Dead On Arrival: Federal “Compassionate Use” Leaves Little Hope for Dying Patients
To watch the full hearing on Connecting Patients to New and Potential Life Saving Treatments click here via C-SPAN
YOU ARE DYING AND HAVE NO HOPE.
Your disease is 100 percent fatal. It’s only a short time before it kills you.
There are no treatments that have been approved by the federal Food and Drug Administration.
There is a new therapy that could save your life. But it is still being tested in people who have the same disease in rigidly controlled studies called clinical trials that you are too sick to qualify for.
It will be a decade or more before the new drug is available to your doctor. You will be long dead by then.
What are you willing to do, and how much risk are you prepared to take to try to save your life?
Those are questions thousands of Americans face every year after being diagnosed with a deadly disease for which there is no cure, at least none that has been approved by the FDA.

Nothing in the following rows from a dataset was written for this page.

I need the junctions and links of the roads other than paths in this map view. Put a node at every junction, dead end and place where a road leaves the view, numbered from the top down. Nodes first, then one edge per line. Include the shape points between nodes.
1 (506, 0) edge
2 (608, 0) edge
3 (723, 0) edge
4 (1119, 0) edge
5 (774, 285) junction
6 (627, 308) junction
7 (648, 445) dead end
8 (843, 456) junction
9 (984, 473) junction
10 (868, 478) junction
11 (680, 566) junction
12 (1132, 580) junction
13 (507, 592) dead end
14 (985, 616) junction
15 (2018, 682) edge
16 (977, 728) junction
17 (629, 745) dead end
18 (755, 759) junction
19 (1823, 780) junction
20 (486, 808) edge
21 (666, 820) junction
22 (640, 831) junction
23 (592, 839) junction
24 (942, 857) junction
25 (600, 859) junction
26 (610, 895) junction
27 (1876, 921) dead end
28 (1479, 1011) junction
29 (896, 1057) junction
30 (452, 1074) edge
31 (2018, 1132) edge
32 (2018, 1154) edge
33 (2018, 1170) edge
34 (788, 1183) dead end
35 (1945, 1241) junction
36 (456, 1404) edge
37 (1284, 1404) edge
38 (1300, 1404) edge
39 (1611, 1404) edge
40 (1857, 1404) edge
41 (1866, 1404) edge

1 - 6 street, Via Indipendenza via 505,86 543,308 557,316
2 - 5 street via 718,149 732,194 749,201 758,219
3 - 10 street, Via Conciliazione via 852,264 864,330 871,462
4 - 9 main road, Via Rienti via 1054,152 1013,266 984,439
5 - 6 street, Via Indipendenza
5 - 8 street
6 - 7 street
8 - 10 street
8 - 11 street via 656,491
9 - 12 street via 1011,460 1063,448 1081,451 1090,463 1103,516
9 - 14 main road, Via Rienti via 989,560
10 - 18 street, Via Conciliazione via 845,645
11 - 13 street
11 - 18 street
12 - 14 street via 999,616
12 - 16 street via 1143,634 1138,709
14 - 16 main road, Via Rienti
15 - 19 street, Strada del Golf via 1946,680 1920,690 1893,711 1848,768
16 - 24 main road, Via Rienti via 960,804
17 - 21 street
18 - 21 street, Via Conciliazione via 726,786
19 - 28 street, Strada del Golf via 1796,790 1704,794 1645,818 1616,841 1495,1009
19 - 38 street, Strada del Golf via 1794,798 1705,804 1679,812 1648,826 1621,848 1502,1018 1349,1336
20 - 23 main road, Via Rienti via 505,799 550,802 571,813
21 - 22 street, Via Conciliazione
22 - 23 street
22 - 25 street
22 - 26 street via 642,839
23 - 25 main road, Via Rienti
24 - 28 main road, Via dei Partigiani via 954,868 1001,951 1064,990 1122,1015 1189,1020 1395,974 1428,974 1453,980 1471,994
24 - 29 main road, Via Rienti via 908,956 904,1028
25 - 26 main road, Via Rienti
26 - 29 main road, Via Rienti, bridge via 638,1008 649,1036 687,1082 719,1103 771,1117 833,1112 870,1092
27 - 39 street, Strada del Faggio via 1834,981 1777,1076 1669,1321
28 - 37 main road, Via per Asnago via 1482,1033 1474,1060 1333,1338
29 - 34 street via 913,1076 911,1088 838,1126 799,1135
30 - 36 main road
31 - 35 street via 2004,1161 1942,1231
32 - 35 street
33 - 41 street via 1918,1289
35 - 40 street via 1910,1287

For them, their only chance at survival will be to get access to an innovative new drug before it’s too late.
It may be a faint hope, or even a false one. But it is their only hope.
The FDA’s compassionate use program is supposed to be that one last chance.
Formally known as expanded access, compassionate use is meant as a way to treat dying patients with medications that are still being tested in clinical trials and are therefore not otherwise available. Compassionate use must be requested by the patient’s doctor, endorsed by the company that makes the drug, and approved by officials at the FDA.
But an investigation by the Goldwater Institute shows that the entire system for gaining access to an unapproved medication is so rigged with bureaucracy and disincentives that it is bound to fail in most cases. Critics say it was designed that way, ensuring that only a tiny number of patients are able to navigate the complex, costly, and time-consuming maze that must be cleared just to file a compassionate use application for the FDA to consider.
The problem with the current system is not just that it takes doctors 100 hours or more to complete the application process for FDA approval.
Or that clinical trials take too long and cost too much.
Or that new cures for deadly diseases like cancer are typically being developed by cash-strapped small companies that risk financial ruin if they grant early access to their products to save the lives of dying patients.
It’s the way all of those things interconnect into an unworkable system that strips dying patients of their final option to save their own lives.
It is a system of all risks and no rewards.
And the lynchpin that binds it all together is the regulatory scheme created by the FDA.